### Input records
※
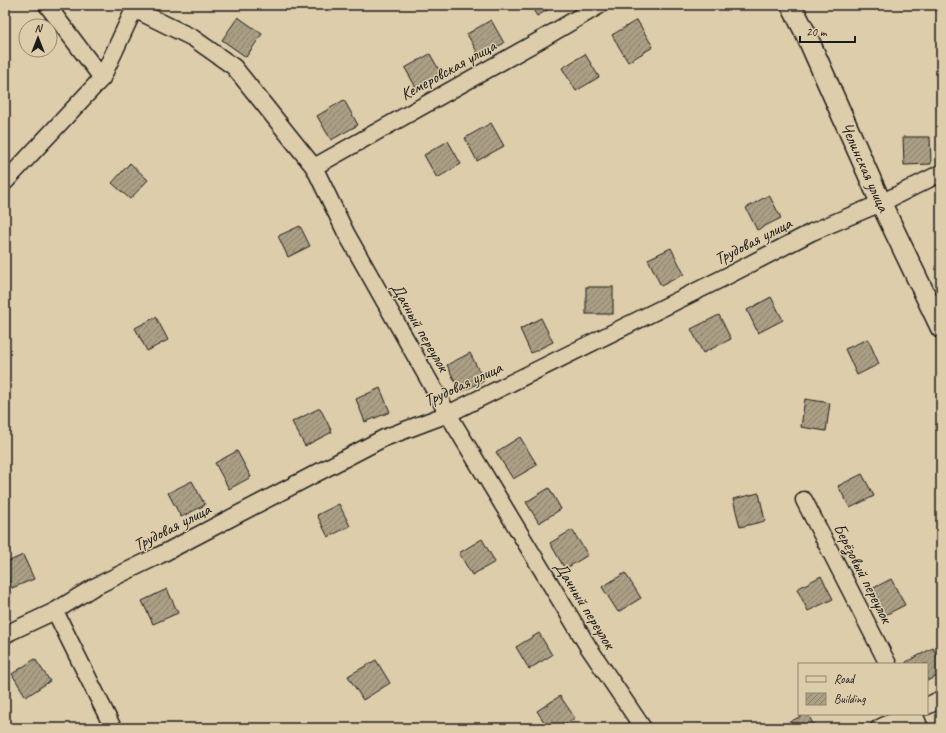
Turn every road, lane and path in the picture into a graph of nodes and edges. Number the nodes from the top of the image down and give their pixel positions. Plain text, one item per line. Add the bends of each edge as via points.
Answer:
1 (47, 5) edge
2 (600, 5) edge
3 (791, 5) edge
4 (135, 7) edge
5 (102, 78) junction
6 (314, 168) junction
7 (941, 174) edge
8 (5, 182) edge
9 (881, 203) junction
10 (941, 328) edge
11 (448, 414) junction
12 (804, 500) dead end
13 (55, 611) junction
14 (5, 635) edge
15 (887, 663) edge
16 (941, 699) edge
17 (928, 706) edge
18 (906, 715) edge
19 (914, 715) edge
20 (113, 728) edge
21 (643, 728) edge
22 (879, 728) edge
23 (920, 728) edge

1 - 5 street
2 - 6 street, Кемеровская улица
3 - 9 street, Челинская улица
4 - 5 street
4 - 6 street, Дачный переулок via 193,38 234,67
5 - 8 street
6 - 11 street, Дачный переулок via 346,233
7 - 9 street, Трудовая улица
9 - 10 street, Челинская улица
9 - 11 street, Трудовая улица via 812,232
11 - 13 street, Трудовая улица via 384,438 94,587
11 - 21 street, Дачный переулок via 589,648
12 - 15 street, Берёзовый переулок
13 - 14 street, Трудовая улица
13 - 20 street
16 - 17 street
18 - 22 street
19 - 23 street

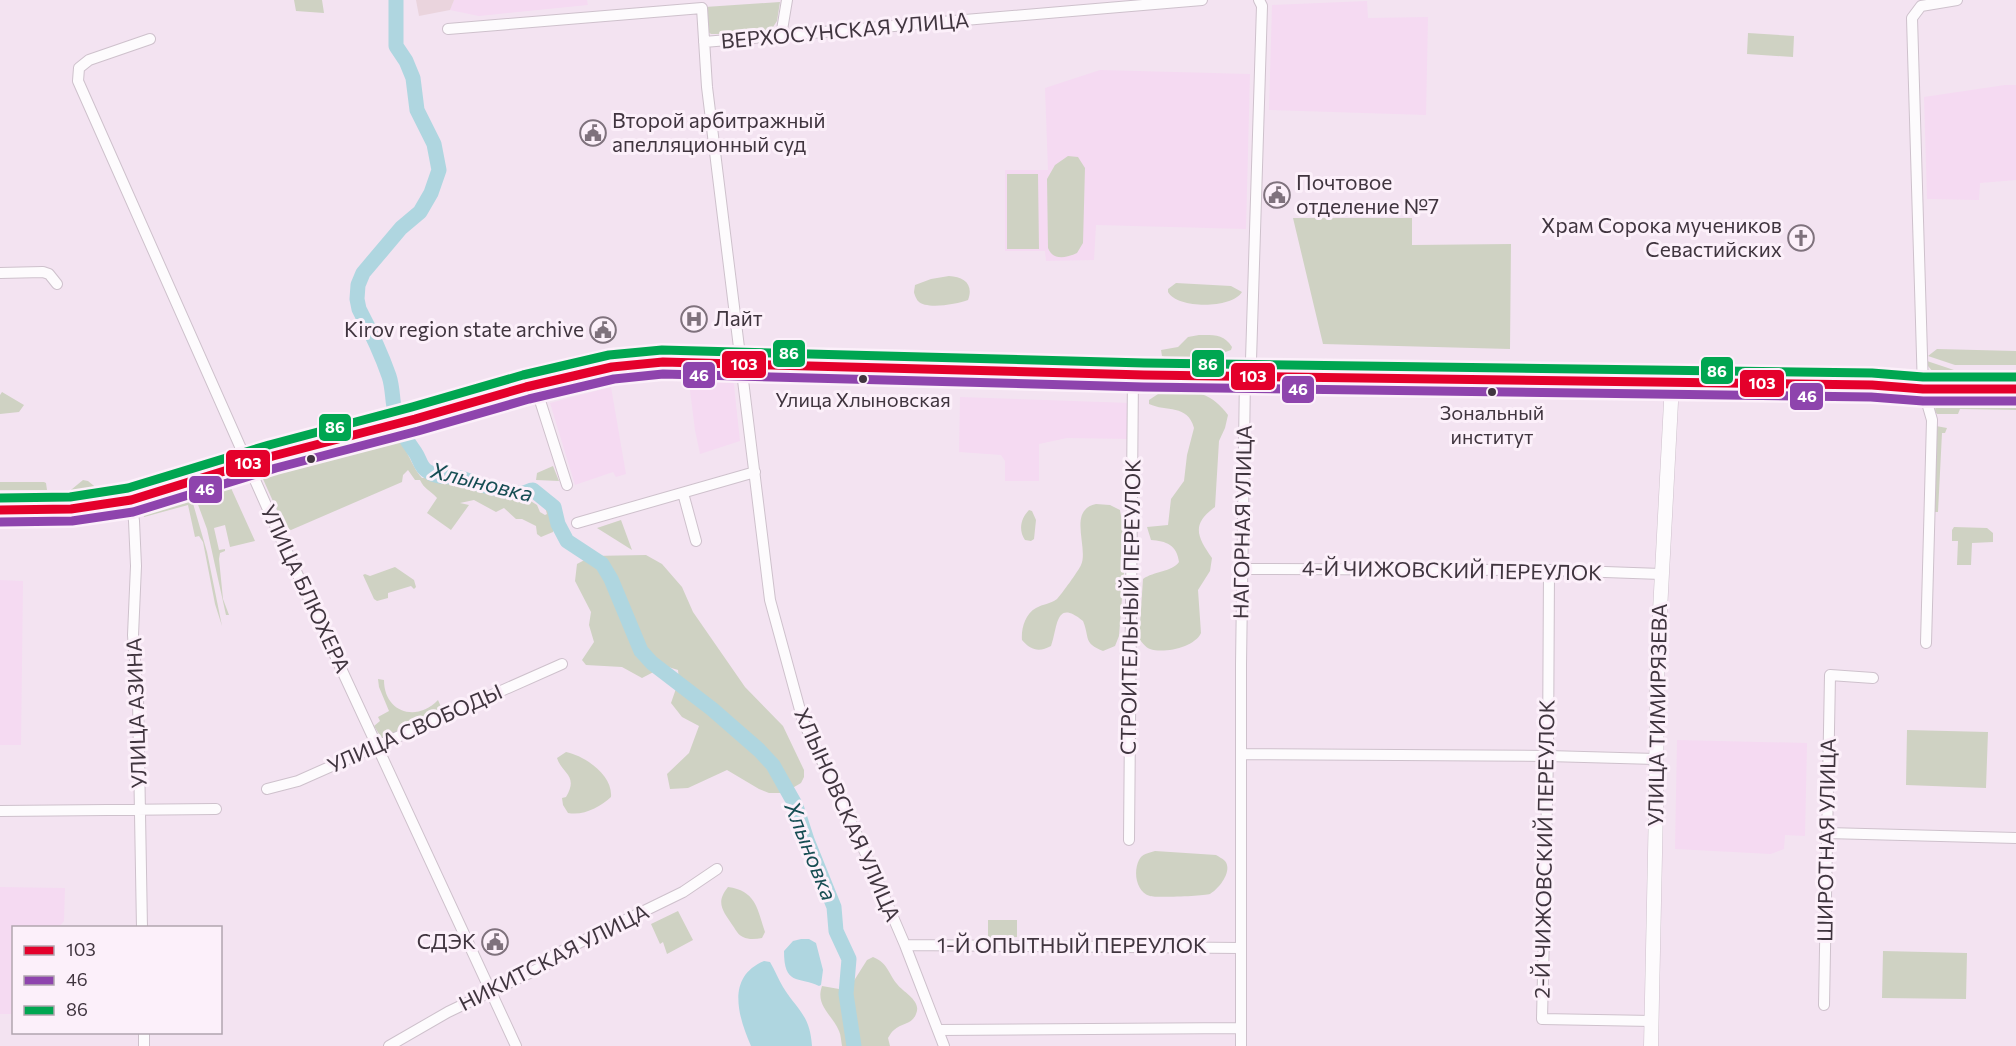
※
### Your assignment
Transcribe the whole listing exactly. Pictures stay out of your copy.

### Solution for this task
Turn every road, lane and path in the picture into a graph of nodes and edges. Number the nodes from the top of the image down and give their pixel positions. Plain text, one item per line. Add the bends of each edge as via points.
Answer:
1 (47, 5) edge
2 (600, 5) edge
3 (791, 5) edge
4 (135, 7) edge
5 (102, 78) junction
6 (314, 168) junction
7 (941, 174) edge
8 (5, 182) edge
9 (881, 203) junction
10 (941, 328) edge
11 (448, 414) junction
12 (804, 500) dead end
13 (55, 611) junction
14 (5, 635) edge
15 (887, 663) edge
16 (941, 699) edge
17 (928, 706) edge
18 (906, 715) edge
19 (914, 715) edge
20 (113, 728) edge
21 (643, 728) edge
22 (879, 728) edge
23 (920, 728) edge

1 - 5 street
2 - 6 street, Кемеровская улица
3 - 9 street, Челинская улица
4 - 5 street
4 - 6 street, Дачный переулок via 193,38 234,67
5 - 8 street
6 - 11 street, Дачный переулок via 346,233
7 - 9 street, Трудовая улица
9 - 10 street, Челинская улица
9 - 11 street, Трудовая улица via 812,232
11 - 13 street, Трудовая улица via 384,438 94,587
11 - 21 street, Дачный переулок via 589,648
12 - 15 street, Берёзовый переулок
13 - 14 street, Трудовая улица
13 - 20 street
16 - 17 street
18 - 22 street
19 - 23 street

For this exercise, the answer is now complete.